Dataset records >>
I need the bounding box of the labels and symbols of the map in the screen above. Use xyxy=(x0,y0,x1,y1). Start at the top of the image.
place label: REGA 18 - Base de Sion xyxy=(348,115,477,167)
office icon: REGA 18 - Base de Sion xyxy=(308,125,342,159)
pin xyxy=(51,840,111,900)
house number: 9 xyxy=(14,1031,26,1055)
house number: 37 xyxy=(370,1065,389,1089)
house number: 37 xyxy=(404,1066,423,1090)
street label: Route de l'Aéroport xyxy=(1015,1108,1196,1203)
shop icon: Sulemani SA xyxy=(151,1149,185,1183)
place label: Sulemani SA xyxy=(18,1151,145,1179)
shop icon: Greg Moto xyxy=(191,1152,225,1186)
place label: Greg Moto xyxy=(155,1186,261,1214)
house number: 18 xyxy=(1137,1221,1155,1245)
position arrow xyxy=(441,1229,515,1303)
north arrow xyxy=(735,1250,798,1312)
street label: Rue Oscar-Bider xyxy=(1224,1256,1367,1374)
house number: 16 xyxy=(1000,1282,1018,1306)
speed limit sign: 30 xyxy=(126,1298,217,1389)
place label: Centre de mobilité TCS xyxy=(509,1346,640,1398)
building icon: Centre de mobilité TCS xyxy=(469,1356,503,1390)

Directions >> In the data, how many lines include the string "house"? Reply with only that number.

Result >> 5